Your instructions
Would you copy each line of the records that includes the word "Camberlane"?

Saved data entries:
◇ ◇ ◇ ◇ ◇ ◇ ◇

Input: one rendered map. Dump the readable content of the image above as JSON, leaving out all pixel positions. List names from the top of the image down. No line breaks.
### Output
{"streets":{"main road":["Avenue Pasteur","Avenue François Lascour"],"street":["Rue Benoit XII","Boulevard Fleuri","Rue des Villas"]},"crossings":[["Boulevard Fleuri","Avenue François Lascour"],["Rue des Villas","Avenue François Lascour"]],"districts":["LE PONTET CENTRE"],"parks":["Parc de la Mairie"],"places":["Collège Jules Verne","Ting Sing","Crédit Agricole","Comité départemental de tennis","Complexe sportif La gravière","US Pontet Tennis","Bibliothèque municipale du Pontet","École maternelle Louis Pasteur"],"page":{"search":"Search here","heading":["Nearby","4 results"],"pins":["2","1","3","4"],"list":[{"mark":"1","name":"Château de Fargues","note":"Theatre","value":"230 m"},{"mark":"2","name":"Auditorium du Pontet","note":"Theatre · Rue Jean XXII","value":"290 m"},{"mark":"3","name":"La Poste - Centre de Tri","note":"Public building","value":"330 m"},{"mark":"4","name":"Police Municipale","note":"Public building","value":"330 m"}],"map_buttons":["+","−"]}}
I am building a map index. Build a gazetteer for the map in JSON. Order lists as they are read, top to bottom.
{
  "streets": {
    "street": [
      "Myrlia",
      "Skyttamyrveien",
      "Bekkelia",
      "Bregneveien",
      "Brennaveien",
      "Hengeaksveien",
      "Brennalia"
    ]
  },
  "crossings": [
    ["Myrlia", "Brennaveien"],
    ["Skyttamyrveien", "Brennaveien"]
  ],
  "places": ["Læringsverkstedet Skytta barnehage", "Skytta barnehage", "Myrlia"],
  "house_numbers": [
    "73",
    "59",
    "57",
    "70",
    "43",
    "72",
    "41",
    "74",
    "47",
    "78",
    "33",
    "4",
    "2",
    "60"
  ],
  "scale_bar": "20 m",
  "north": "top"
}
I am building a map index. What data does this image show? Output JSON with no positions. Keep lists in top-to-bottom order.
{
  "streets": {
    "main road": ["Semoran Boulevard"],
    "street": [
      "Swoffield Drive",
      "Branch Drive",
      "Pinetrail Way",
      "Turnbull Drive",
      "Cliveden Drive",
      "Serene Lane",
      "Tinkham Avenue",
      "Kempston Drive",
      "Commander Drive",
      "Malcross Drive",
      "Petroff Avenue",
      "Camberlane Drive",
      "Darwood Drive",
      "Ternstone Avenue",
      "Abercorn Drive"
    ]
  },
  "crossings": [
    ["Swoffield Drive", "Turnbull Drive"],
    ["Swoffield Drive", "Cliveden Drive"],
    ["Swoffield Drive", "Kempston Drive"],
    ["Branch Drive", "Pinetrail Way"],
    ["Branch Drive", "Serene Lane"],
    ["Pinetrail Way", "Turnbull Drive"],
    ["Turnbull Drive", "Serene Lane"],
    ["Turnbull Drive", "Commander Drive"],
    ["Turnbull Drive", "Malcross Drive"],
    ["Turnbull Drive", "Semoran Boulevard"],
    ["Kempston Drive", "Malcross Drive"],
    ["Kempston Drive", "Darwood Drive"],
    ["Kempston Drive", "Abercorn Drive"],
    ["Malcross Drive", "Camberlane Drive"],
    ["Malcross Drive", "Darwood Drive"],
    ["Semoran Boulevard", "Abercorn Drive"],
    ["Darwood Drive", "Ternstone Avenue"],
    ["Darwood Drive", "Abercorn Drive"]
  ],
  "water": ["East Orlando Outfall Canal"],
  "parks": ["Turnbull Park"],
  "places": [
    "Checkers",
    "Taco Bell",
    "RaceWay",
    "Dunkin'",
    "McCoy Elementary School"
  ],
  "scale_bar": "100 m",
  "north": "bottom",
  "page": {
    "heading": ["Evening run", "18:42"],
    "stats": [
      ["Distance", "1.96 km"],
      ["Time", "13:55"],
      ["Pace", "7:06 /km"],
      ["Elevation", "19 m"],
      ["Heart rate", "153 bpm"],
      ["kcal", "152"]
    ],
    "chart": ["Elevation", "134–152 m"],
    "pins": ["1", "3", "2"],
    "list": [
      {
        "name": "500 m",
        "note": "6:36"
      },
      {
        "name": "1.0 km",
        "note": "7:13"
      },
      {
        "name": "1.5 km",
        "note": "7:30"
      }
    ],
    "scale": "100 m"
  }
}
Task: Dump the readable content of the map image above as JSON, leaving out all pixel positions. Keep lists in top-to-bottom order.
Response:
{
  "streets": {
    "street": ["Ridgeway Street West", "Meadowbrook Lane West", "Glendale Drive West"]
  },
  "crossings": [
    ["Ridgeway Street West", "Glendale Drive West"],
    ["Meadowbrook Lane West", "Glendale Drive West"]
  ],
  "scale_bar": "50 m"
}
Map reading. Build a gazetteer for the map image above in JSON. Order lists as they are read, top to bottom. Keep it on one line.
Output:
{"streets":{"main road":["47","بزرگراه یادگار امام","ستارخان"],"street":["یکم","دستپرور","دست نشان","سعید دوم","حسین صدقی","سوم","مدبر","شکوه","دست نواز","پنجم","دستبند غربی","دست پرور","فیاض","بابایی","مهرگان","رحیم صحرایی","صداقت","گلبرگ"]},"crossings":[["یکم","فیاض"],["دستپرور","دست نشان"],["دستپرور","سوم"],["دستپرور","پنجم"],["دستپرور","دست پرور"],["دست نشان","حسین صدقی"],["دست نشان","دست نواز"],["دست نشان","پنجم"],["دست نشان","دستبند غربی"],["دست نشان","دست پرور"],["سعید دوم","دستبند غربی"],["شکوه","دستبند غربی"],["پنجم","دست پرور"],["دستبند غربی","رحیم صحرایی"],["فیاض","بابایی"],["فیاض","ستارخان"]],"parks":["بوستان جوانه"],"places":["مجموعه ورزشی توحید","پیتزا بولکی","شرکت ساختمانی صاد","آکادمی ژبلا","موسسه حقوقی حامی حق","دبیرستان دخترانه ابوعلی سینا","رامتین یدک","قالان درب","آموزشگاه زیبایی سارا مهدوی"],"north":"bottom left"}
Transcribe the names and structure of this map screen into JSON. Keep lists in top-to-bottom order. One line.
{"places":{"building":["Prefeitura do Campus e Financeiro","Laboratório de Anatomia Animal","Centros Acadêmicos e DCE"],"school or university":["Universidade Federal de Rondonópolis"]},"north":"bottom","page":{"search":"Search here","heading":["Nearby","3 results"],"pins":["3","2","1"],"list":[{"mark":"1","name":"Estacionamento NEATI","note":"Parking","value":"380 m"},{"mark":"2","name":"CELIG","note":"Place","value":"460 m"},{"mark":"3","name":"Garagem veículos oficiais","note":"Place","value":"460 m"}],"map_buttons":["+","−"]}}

◇ ◇ ◇ ◇ ◇ ◇ ◇

Written solution
      "Camberlane Drive",
    ["Malcross Drive", "Camberlane Drive"],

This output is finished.